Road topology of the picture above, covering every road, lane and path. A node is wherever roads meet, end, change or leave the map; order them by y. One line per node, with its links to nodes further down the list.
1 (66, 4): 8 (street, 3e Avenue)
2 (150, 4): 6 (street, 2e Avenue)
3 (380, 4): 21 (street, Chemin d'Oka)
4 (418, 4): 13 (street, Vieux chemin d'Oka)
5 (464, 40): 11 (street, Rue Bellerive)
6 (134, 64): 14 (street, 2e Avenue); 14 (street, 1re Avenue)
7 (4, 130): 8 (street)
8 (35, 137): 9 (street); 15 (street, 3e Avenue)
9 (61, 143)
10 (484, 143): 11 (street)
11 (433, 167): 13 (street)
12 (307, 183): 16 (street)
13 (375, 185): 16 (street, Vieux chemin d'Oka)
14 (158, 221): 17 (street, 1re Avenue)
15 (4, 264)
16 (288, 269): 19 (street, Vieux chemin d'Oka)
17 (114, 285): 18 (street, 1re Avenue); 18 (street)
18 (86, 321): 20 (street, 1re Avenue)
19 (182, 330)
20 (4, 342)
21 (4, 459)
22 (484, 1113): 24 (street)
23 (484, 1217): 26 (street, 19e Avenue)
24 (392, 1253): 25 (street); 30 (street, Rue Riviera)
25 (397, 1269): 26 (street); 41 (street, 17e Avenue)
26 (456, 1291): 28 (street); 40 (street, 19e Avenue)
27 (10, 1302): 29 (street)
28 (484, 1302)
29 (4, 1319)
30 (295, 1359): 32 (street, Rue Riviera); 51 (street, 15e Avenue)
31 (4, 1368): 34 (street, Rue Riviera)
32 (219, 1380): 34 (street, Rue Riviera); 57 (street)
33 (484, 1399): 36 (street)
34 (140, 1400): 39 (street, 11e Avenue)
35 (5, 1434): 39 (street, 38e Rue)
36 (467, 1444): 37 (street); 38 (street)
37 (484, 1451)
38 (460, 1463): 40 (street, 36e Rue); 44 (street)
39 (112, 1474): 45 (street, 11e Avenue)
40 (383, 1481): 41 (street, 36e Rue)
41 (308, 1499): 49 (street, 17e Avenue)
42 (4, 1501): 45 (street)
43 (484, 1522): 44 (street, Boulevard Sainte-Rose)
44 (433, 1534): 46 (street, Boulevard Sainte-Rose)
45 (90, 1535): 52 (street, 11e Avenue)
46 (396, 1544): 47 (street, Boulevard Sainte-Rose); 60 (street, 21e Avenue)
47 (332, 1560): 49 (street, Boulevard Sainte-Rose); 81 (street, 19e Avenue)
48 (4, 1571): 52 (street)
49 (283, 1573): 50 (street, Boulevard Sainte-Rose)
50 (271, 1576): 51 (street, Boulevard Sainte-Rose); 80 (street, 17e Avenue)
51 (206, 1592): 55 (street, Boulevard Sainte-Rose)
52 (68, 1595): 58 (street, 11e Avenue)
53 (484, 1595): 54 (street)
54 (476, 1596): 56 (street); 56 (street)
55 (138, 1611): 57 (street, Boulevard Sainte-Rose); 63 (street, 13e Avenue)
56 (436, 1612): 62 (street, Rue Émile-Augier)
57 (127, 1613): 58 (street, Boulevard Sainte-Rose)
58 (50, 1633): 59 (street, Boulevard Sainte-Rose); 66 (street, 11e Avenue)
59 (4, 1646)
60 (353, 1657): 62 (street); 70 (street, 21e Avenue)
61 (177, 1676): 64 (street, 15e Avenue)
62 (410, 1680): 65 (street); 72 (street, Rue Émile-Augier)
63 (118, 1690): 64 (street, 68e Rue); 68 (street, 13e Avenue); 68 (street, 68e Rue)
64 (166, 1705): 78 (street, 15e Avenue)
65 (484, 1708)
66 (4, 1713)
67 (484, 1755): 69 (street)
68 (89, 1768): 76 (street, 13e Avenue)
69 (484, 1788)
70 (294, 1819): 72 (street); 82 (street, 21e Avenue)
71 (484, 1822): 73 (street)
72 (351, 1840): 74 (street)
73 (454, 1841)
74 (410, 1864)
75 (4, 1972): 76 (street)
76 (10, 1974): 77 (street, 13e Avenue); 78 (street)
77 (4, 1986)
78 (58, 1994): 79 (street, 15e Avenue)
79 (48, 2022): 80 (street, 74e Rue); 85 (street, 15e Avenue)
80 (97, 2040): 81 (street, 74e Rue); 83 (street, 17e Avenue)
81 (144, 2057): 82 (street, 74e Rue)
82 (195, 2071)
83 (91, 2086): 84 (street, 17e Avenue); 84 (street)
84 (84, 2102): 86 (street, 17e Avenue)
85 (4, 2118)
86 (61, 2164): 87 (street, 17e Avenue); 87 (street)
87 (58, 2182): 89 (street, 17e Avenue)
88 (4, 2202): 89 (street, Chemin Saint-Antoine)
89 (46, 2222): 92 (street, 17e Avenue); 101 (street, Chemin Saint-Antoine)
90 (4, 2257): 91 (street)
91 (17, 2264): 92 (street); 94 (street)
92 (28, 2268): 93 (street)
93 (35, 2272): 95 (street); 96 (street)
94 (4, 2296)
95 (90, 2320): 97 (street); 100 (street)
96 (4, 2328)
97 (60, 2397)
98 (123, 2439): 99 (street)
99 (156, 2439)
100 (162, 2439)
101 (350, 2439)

^^^^^^^^

**EXERCISE AIM**
Retype the records above in full, exactly as they appear.

**ANSWER SECTION**
Road topology of the picture above, covering every road, lane and path. A node is wherever roads meet, end, change or leave the map; order them by y. One line per node, with its links to nodes further down the list.
1 (66, 4): 8 (street, 3e Avenue)
2 (150, 4): 6 (street, 2e Avenue)
3 (380, 4): 21 (street, Chemin d'Oka)
4 (418, 4): 13 (street, Vieux chemin d'Oka)
5 (464, 40): 11 (street, Rue Bellerive)
6 (134, 64): 14 (street, 2e Avenue); 14 (street, 1re Avenue)
7 (4, 130): 8 (street)
8 (35, 137): 9 (street); 15 (street, 3e Avenue)
9 (61, 143)
10 (484, 143): 11 (street)
11 (433, 167): 13 (street)
12 (307, 183): 16 (street)
13 (375, 185): 16 (street, Vieux chemin d'Oka)
14 (158, 221): 17 (street, 1re Avenue)
15 (4, 264)
16 (288, 269): 19 (street, Vieux chemin d'Oka)
17 (114, 285): 18 (street, 1re Avenue); 18 (street)
18 (86, 321): 20 (street, 1re Avenue)
19 (182, 330)
20 (4, 342)
21 (4, 459)
22 (484, 1113): 24 (street)
23 (484, 1217): 26 (street, 19e Avenue)
24 (392, 1253): 25 (street); 30 (street, Rue Riviera)
25 (397, 1269): 26 (street); 41 (street, 17e Avenue)
26 (456, 1291): 28 (street); 40 (street, 19e Avenue)
27 (10, 1302): 29 (street)
28 (484, 1302)
29 (4, 1319)
30 (295, 1359): 32 (street, Rue Riviera); 51 (street, 15e Avenue)
31 (4, 1368): 34 (street, Rue Riviera)
32 (219, 1380): 34 (street, Rue Riviera); 57 (street)
33 (484, 1399): 36 (street)
34 (140, 1400): 39 (street, 11e Avenue)
35 (5, 1434): 39 (street, 38e Rue)
36 (467, 1444): 37 (street); 38 (street)
37 (484, 1451)
38 (460, 1463): 40 (street, 36e Rue); 44 (street)
39 (112, 1474): 45 (street, 11e Avenue)
40 (383, 1481): 41 (street, 36e Rue)
41 (308, 1499): 49 (street, 17e Avenue)
42 (4, 1501): 45 (street)
43 (484, 1522): 44 (street, Boulevard Sainte-Rose)
44 (433, 1534): 46 (street, Boulevard Sainte-Rose)
45 (90, 1535): 52 (street, 11e Avenue)
46 (396, 1544): 47 (street, Boulevard Sainte-Rose); 60 (street, 21e Avenue)
47 (332, 1560): 49 (street, Boulevard Sainte-Rose); 81 (street, 19e Avenue)
48 (4, 1571): 52 (street)
49 (283, 1573): 50 (street, Boulevard Sainte-Rose)
50 (271, 1576): 51 (street, Boulevard Sainte-Rose); 80 (street, 17e Avenue)
51 (206, 1592): 55 (street, Boulevard Sainte-Rose)
52 (68, 1595): 58 (street, 11e Avenue)
53 (484, 1595): 54 (street)
54 (476, 1596): 56 (street); 56 (street)
55 (138, 1611): 57 (street, Boulevard Sainte-Rose); 63 (street, 13e Avenue)
56 (436, 1612): 62 (street, Rue Émile-Augier)
57 (127, 1613): 58 (street, Boulevard Sainte-Rose)
58 (50, 1633): 59 (street, Boulevard Sainte-Rose); 66 (street, 11e Avenue)
59 (4, 1646)
60 (353, 1657): 62 (street); 70 (street, 21e Avenue)
61 (177, 1676): 64 (street, 15e Avenue)
62 (410, 1680): 65 (street); 72 (street, Rue Émile-Augier)
63 (118, 1690): 64 (street, 68e Rue); 68 (street, 13e Avenue); 68 (street, 68e Rue)
64 (166, 1705): 78 (street, 15e Avenue)
65 (484, 1708)
66 (4, 1713)
67 (484, 1755): 69 (street)
68 (89, 1768): 76 (street, 13e Avenue)
69 (484, 1788)
70 (294, 1819): 72 (street); 82 (street, 21e Avenue)
71 (484, 1822): 73 (street)
72 (351, 1840): 74 (street)
73 (454, 1841)
74 (410, 1864)
75 (4, 1972): 76 (street)
76 (10, 1974): 77 (street, 13e Avenue); 78 (street)
77 (4, 1986)
78 (58, 1994): 79 (street, 15e Avenue)
79 (48, 2022): 80 (street, 74e Rue); 85 (street, 15e Avenue)
80 (97, 2040): 81 (street, 74e Rue); 83 (street, 17e Avenue)
81 (144, 2057): 82 (street, 74e Rue)
82 (195, 2071)
83 (91, 2086): 84 (street, 17e Avenue); 84 (street)
84 (84, 2102): 86 (street, 17e Avenue)
85 (4, 2118)
86 (61, 2164): 87 (street, 17e Avenue); 87 (street)
87 (58, 2182): 89 (street, 17e Avenue)
88 (4, 2202): 89 (street, Chemin Saint-Antoine)
89 (46, 2222): 92 (street, 17e Avenue); 101 (street, Chemin Saint-Antoine)
90 (4, 2257): 91 (street)
91 (17, 2264): 92 (street); 94 (street)
92 (28, 2268): 93 (street)
93 (35, 2272): 95 (street); 96 (street)
94 (4, 2296)
95 (90, 2320): 97 (street); 100 (street)
96 (4, 2328)
97 (60, 2397)
98 (123, 2439): 99 (street)
99 (156, 2439)
100 (162, 2439)
101 (350, 2439)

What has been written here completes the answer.